* **Supplied records**:
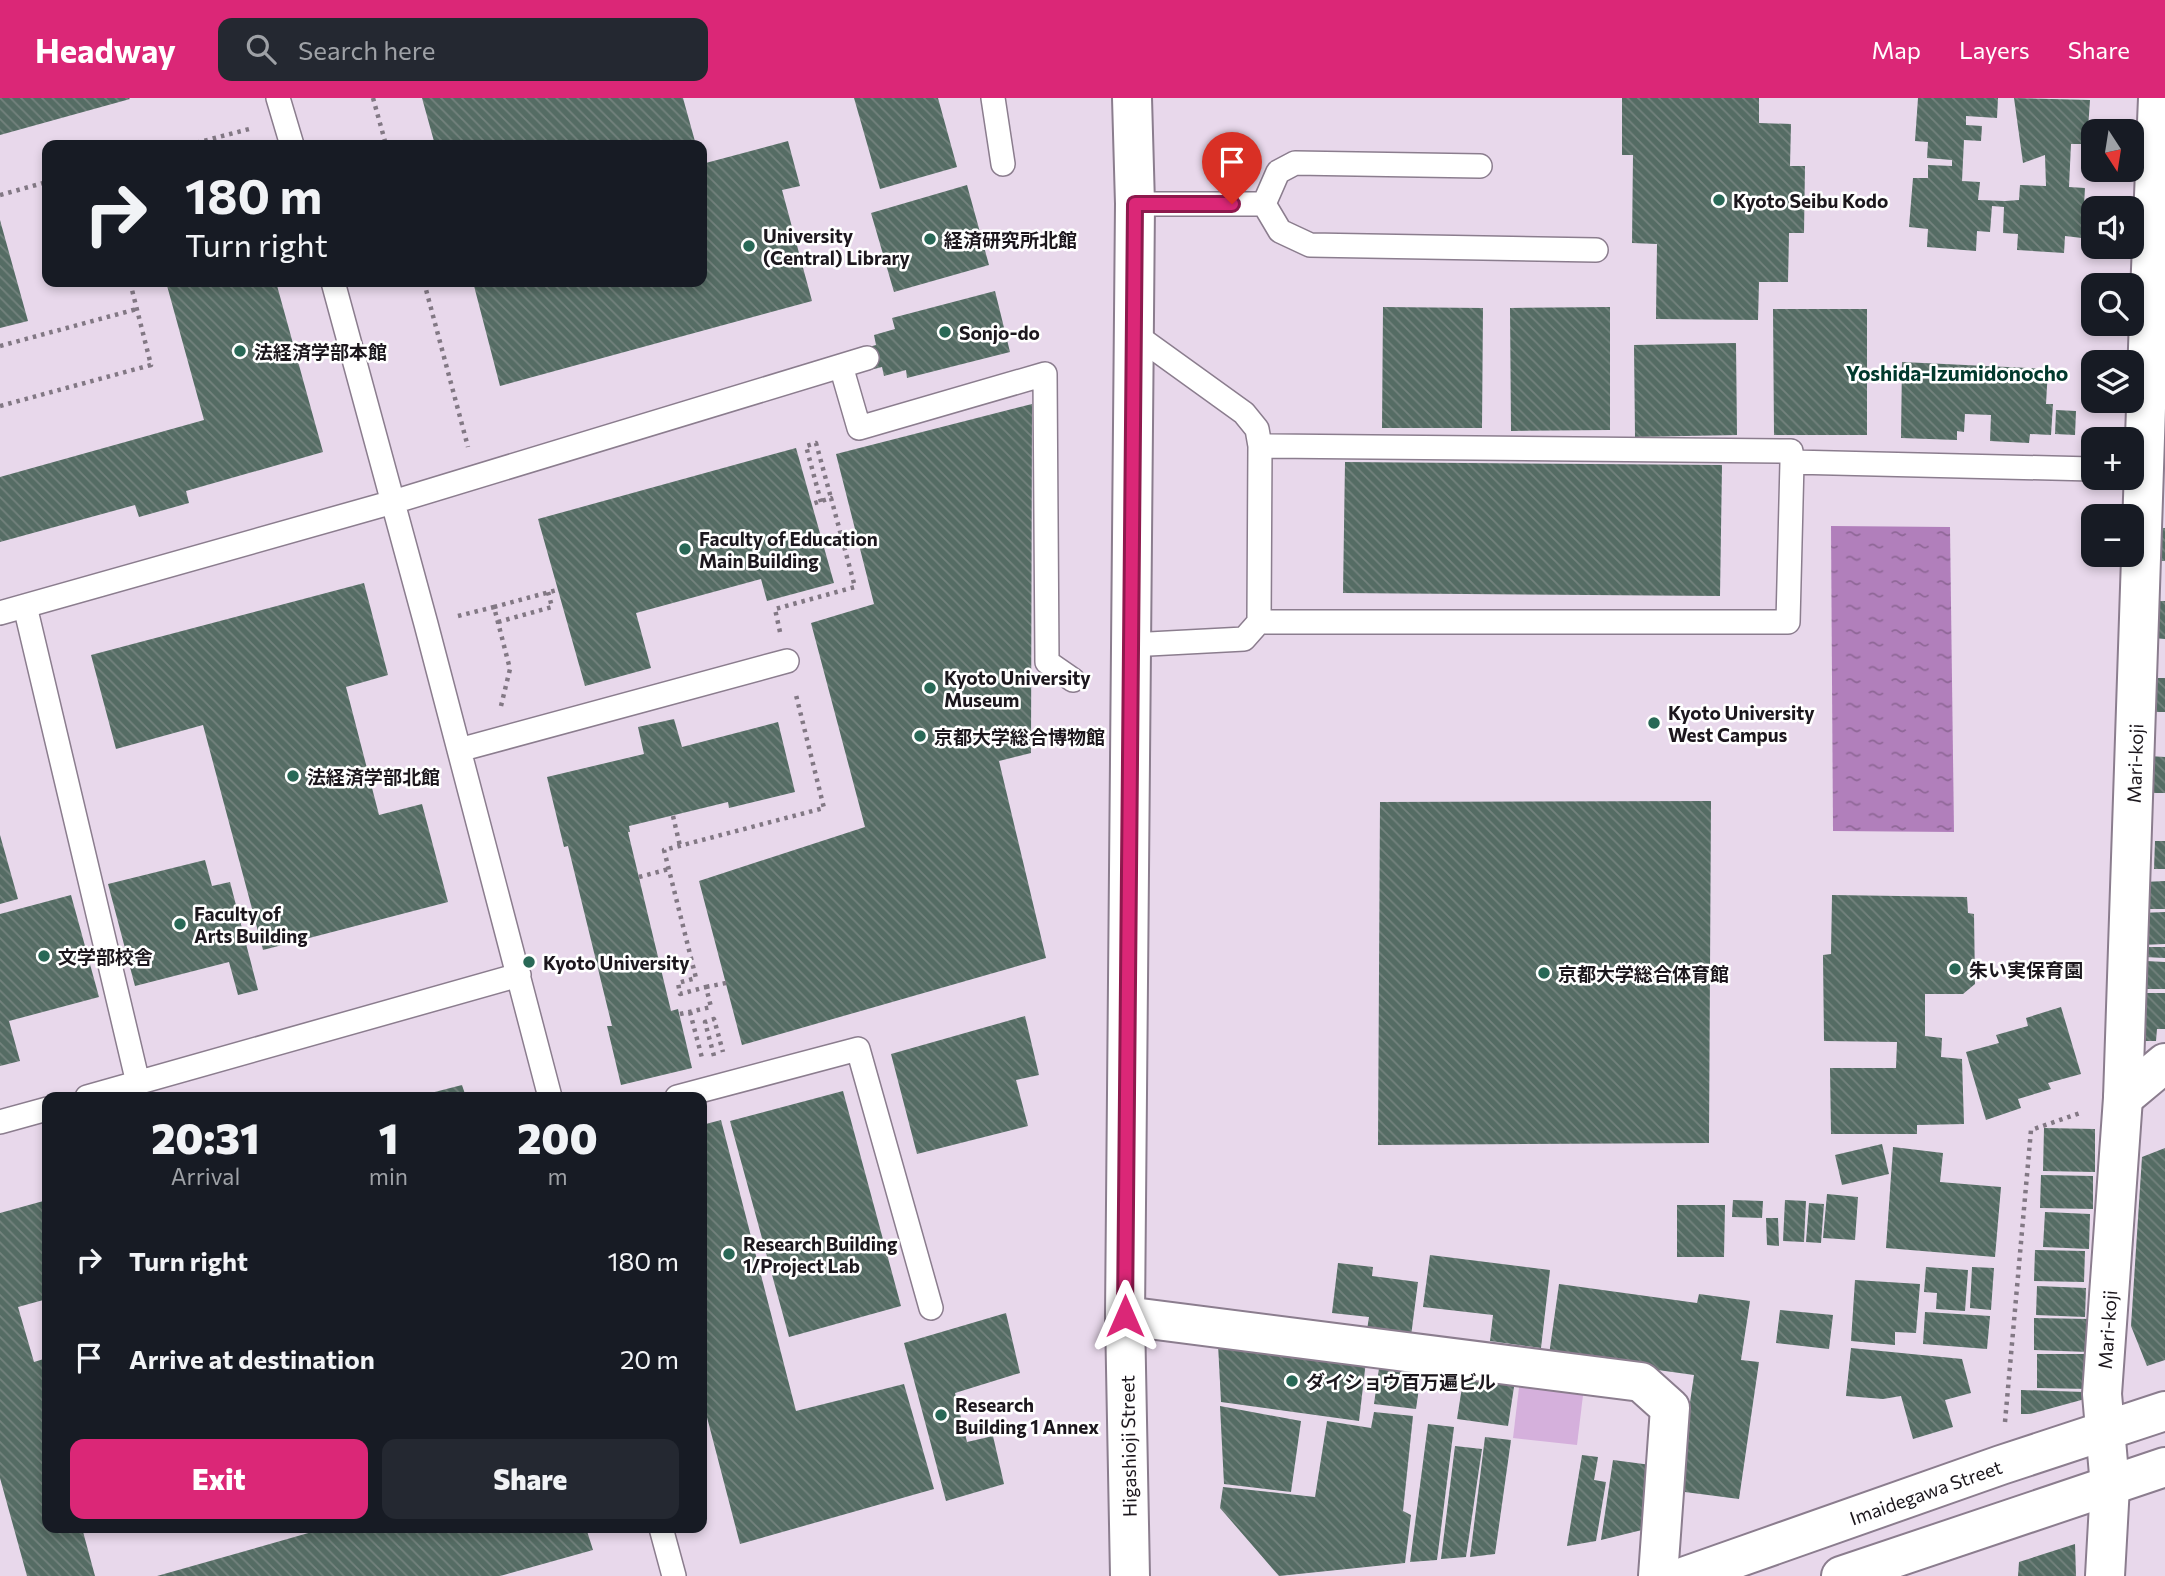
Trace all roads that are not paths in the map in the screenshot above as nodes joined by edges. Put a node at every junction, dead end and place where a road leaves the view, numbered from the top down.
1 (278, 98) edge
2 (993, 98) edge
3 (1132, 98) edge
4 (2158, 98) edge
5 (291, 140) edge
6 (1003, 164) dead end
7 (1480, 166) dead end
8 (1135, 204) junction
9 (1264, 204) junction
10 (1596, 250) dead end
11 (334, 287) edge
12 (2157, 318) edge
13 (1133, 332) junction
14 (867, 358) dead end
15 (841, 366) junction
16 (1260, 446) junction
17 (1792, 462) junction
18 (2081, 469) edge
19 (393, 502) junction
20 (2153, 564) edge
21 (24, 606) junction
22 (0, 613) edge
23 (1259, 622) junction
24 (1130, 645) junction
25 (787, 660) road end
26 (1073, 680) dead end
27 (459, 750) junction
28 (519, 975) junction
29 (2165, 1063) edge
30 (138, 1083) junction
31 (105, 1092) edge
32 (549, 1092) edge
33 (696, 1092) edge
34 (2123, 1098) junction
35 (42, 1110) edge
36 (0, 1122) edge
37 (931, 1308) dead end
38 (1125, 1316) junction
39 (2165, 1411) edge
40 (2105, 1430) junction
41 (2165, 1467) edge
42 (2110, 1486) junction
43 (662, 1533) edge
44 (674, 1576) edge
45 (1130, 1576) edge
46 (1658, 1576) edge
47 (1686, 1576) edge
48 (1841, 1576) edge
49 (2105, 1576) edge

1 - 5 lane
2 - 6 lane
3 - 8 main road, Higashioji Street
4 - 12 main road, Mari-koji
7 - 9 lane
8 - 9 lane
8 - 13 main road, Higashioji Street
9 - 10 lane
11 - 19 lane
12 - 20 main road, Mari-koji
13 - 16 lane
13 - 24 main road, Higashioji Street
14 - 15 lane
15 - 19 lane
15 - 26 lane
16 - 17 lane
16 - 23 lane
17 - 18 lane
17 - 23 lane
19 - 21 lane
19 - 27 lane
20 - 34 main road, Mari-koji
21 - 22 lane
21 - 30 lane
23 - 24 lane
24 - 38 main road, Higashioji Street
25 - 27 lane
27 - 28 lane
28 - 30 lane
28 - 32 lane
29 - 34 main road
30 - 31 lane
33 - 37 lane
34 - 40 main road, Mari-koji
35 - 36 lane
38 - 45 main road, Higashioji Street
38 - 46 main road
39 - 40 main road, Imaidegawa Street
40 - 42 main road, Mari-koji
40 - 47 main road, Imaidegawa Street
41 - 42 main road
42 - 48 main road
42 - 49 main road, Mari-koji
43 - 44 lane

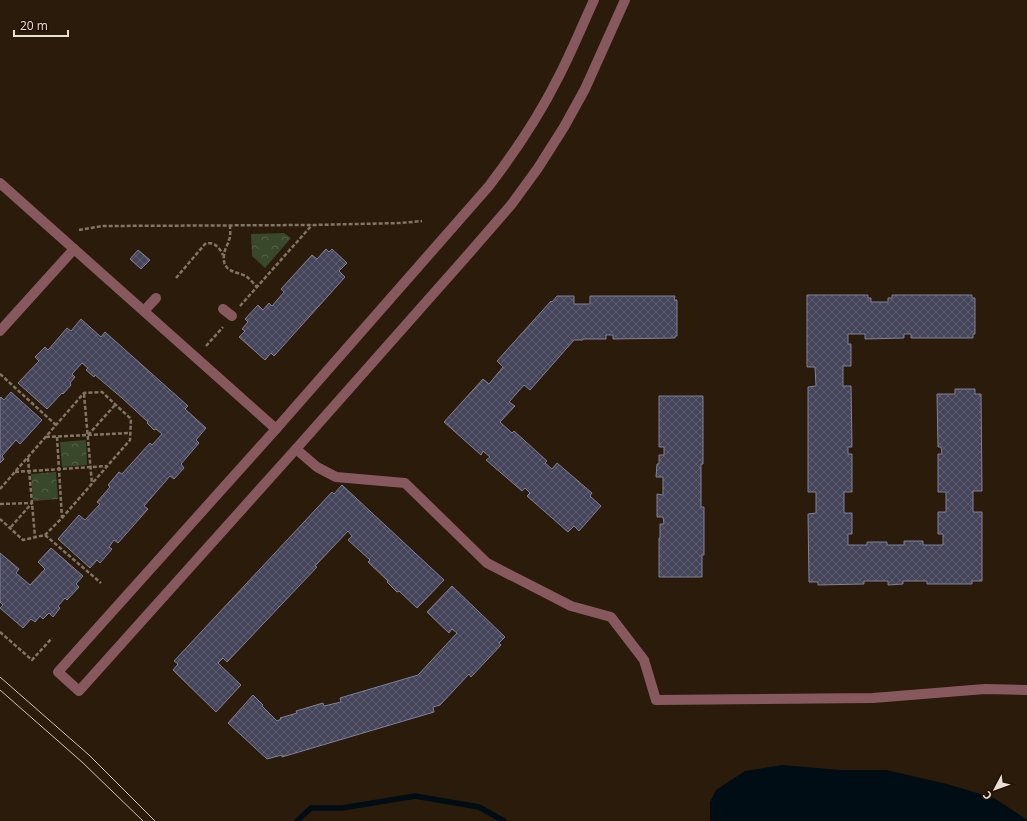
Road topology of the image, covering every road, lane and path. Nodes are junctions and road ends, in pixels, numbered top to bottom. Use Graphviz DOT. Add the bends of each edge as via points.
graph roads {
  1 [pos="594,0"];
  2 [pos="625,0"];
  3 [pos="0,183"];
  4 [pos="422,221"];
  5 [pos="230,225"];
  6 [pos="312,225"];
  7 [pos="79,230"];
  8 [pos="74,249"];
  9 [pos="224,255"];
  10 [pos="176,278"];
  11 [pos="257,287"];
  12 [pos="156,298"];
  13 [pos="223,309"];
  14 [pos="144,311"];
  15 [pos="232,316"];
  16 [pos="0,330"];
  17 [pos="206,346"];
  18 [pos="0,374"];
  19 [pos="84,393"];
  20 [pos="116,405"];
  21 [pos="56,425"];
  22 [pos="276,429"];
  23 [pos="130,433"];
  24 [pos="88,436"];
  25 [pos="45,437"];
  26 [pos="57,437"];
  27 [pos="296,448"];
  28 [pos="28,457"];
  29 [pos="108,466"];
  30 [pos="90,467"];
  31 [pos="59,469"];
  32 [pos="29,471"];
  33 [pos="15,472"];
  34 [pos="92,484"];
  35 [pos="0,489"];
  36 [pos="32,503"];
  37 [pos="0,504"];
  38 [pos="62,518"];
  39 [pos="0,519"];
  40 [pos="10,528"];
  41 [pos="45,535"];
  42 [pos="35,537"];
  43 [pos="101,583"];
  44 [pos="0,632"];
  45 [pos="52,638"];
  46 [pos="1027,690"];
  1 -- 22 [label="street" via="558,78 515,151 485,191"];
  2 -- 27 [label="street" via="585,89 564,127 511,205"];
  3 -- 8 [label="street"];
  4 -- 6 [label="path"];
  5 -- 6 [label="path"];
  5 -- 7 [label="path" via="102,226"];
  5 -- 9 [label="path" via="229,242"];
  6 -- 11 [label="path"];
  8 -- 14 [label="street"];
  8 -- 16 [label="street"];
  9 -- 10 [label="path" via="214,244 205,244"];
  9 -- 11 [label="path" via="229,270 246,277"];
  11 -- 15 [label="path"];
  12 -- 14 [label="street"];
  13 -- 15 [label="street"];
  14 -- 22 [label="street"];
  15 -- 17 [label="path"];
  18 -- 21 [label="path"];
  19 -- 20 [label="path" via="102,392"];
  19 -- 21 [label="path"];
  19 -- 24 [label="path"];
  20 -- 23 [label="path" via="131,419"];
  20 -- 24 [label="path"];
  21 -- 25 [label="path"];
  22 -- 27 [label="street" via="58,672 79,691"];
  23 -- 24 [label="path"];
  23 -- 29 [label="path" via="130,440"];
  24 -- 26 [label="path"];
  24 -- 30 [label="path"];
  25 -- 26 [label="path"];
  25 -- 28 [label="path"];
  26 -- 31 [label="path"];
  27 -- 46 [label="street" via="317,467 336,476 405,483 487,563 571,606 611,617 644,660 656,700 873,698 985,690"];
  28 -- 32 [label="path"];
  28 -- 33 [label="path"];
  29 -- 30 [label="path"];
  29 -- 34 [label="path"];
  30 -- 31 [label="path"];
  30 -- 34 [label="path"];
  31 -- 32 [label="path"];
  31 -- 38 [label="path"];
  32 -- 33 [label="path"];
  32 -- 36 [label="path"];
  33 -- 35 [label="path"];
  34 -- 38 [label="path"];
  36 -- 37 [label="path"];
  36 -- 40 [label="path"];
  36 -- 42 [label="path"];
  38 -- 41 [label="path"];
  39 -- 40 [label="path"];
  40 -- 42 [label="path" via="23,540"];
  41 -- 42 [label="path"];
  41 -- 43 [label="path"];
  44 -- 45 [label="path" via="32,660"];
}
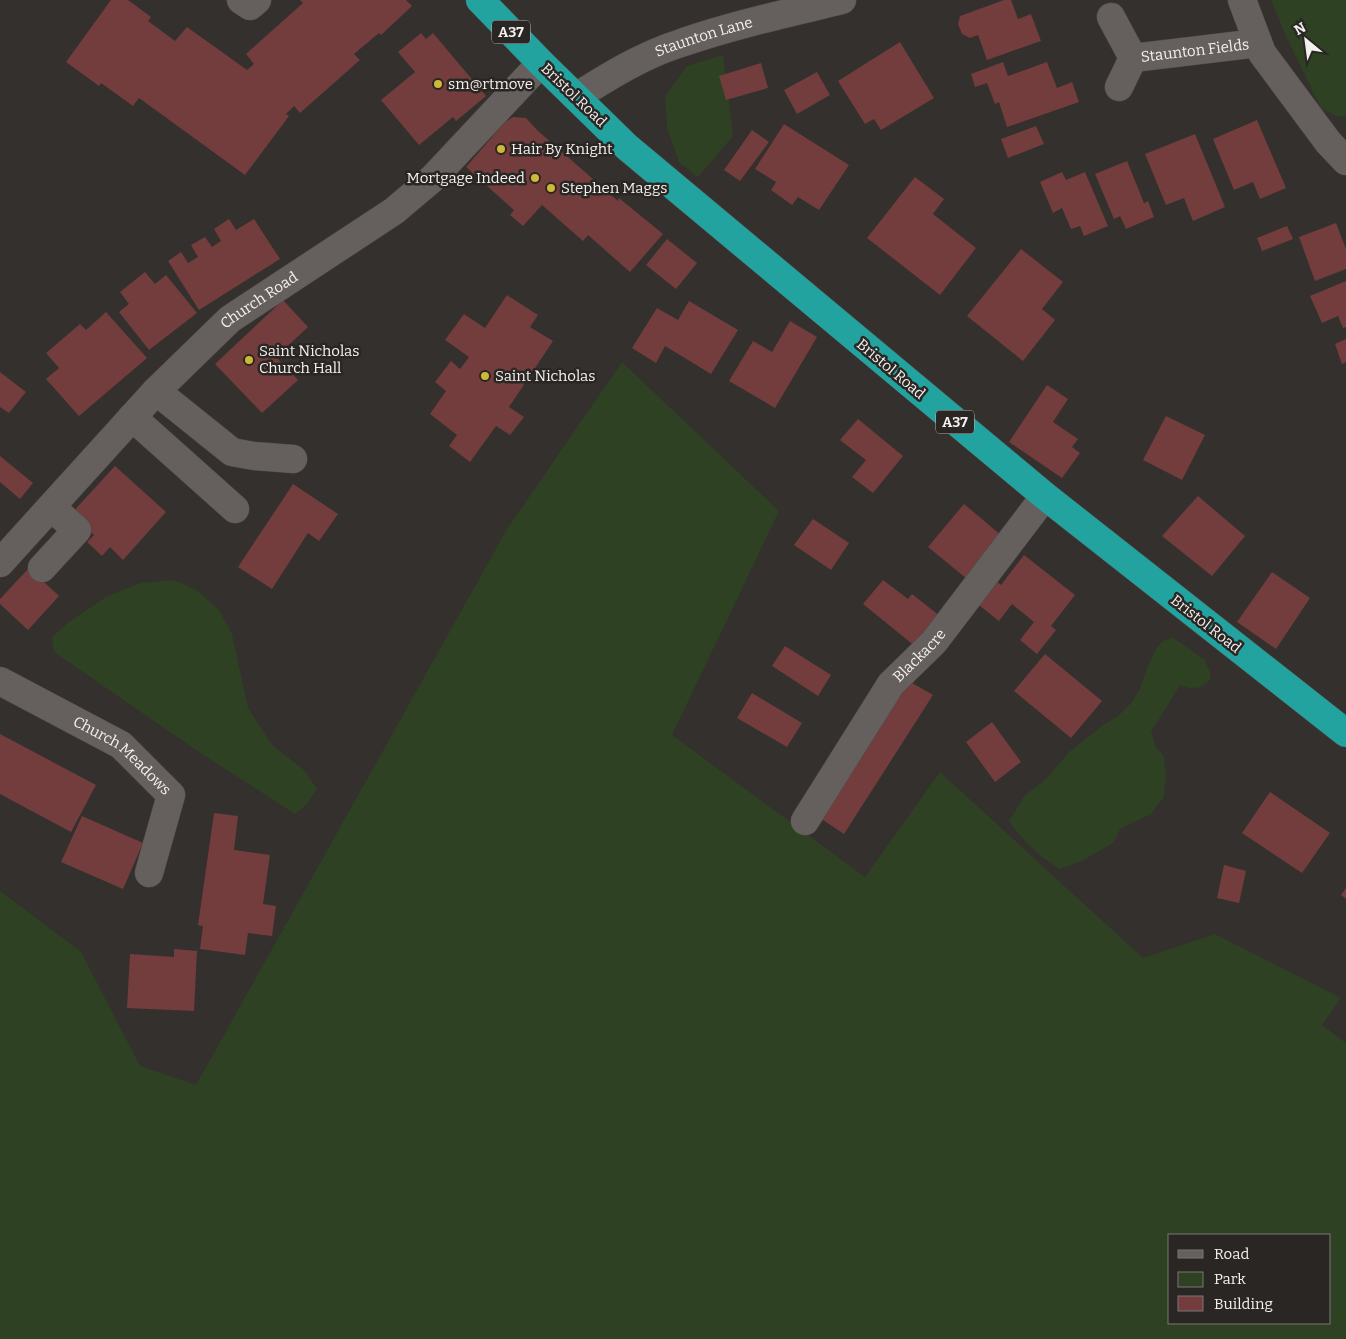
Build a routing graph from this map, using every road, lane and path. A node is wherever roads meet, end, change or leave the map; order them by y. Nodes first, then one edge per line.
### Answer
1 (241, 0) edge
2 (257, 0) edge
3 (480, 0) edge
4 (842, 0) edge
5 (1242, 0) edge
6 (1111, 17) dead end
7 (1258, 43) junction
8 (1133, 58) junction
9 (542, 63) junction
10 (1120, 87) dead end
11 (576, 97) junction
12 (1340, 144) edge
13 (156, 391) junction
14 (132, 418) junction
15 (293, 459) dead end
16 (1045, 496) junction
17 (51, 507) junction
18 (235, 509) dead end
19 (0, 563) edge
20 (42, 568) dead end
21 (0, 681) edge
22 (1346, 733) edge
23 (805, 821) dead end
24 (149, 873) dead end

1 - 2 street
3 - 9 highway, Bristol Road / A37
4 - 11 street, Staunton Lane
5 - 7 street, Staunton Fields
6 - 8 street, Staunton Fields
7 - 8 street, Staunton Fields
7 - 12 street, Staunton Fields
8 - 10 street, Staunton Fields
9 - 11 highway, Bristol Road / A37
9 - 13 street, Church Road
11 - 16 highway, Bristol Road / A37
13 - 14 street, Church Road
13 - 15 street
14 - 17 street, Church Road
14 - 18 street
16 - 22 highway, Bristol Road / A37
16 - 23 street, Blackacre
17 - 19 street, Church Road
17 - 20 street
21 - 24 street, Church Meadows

* **Try it**: The response should contain only a verbatim copy of the lines from the line with "Build a routing" to the final line of the records.

* **Result for this exercise**:
Build a routing graph from this map, using every road, lane and path. A node is wherever roads meet, end, change or leave the map; order them by y. Nodes first, then one edge per line.
### Answer
1 (241, 0) edge
2 (257, 0) edge
3 (480, 0) edge
4 (842, 0) edge
5 (1242, 0) edge
6 (1111, 17) dead end
7 (1258, 43) junction
8 (1133, 58) junction
9 (542, 63) junction
10 (1120, 87) dead end
11 (576, 97) junction
12 (1340, 144) edge
13 (156, 391) junction
14 (132, 418) junction
15 (293, 459) dead end
16 (1045, 496) junction
17 (51, 507) junction
18 (235, 509) dead end
19 (0, 563) edge
20 (42, 568) dead end
21 (0, 681) edge
22 (1346, 733) edge
23 (805, 821) dead end
24 (149, 873) dead end

1 - 2 street
3 - 9 highway, Bristol Road / A37
4 - 11 street, Staunton Lane
5 - 7 street, Staunton Fields
6 - 8 street, Staunton Fields
7 - 8 street, Staunton Fields
7 - 12 street, Staunton Fields
8 - 10 street, Staunton Fields
9 - 11 highway, Bristol Road / A37
9 - 13 street, Church Road
11 - 16 highway, Bristol Road / A37
13 - 14 street, Church Road
13 - 15 street
14 - 17 street, Church Road
14 - 18 street
16 - 22 highway, Bristol Road / A37
16 - 23 street, Blackacre
17 - 19 street, Church Road
17 - 20 street
21 - 24 street, Church Meadows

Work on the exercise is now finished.